*Problem to solve*.
Gather each line of the records where "Bray" appears.

*Data extracts*.
****************

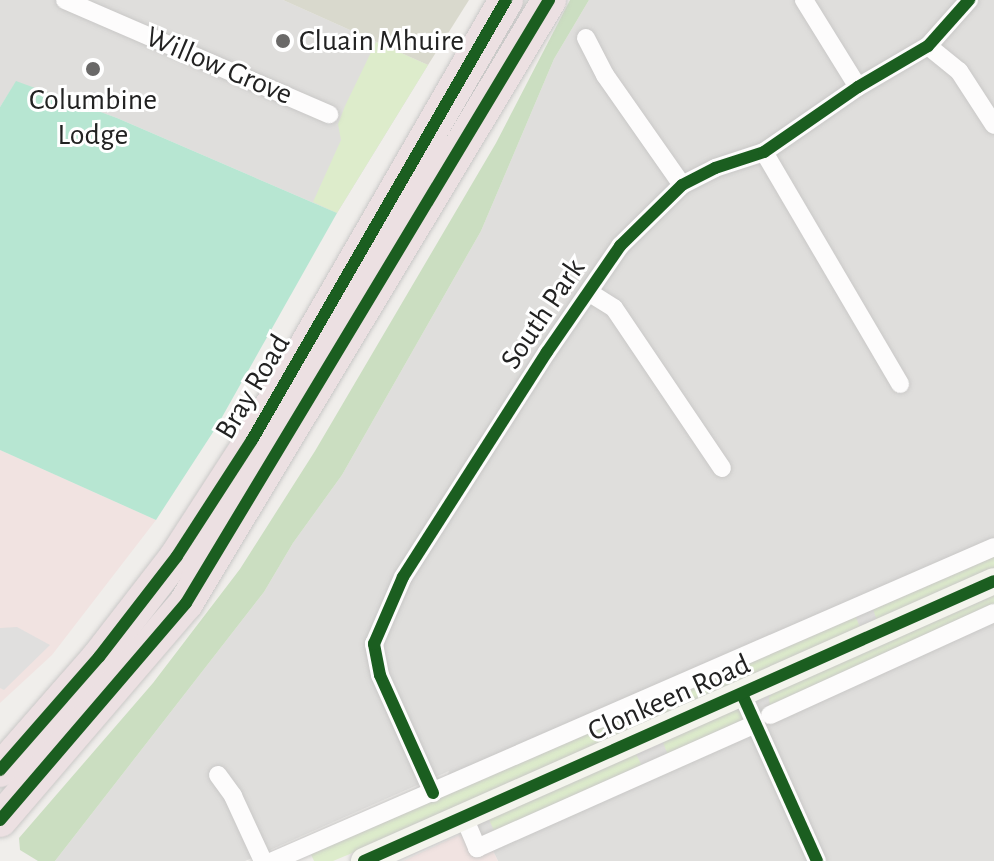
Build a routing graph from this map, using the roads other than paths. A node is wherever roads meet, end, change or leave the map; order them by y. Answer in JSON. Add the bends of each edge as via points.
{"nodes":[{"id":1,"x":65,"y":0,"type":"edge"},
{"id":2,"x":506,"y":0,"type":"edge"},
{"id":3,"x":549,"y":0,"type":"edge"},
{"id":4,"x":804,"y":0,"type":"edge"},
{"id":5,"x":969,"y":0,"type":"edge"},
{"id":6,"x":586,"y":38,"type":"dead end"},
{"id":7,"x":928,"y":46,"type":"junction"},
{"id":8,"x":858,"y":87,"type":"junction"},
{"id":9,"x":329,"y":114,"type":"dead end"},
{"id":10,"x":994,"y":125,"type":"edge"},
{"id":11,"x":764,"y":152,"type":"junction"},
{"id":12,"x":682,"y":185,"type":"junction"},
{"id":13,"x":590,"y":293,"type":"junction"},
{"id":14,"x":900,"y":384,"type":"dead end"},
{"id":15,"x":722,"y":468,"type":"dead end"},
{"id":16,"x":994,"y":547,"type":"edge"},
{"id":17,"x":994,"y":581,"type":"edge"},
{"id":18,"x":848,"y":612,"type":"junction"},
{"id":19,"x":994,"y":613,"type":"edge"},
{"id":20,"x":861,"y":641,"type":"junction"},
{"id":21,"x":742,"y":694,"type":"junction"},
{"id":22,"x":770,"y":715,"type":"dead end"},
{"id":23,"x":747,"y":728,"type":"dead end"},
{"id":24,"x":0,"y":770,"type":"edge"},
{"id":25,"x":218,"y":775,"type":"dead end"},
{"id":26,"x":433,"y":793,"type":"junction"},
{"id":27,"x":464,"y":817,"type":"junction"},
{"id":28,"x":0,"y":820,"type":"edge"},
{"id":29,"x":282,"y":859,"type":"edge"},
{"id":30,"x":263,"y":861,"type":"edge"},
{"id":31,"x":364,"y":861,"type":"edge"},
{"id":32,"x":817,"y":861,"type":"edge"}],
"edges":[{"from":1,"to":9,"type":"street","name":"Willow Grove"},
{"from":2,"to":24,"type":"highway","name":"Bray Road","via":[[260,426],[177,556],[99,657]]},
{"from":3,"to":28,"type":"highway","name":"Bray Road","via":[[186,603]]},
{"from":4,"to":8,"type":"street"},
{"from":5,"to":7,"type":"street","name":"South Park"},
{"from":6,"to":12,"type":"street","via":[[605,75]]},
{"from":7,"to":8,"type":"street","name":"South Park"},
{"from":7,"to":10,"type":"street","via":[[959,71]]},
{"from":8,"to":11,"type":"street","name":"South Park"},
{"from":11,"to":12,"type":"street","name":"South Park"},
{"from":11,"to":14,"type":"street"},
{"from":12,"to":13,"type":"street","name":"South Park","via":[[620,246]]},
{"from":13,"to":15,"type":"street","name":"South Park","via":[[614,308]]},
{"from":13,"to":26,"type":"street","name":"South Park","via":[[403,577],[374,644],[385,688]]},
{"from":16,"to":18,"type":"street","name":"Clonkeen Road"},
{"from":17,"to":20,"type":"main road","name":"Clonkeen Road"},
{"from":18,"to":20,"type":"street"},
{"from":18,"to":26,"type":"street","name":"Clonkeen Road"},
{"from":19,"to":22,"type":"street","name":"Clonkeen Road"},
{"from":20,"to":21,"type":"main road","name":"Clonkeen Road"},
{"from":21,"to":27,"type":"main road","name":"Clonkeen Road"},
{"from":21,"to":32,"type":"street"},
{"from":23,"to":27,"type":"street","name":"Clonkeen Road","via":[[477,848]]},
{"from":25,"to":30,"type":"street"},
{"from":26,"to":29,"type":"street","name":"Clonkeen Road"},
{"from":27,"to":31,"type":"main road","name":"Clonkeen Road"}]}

****************

*Exercise response*.
{"from":2,"to":24,"type":"highway","name":"Bray Road","via":[[260,426],[177,556],[99,657]]},
{"from":3,"to":28,"type":"highway","name":"Bray Road","via":[[186,603]]},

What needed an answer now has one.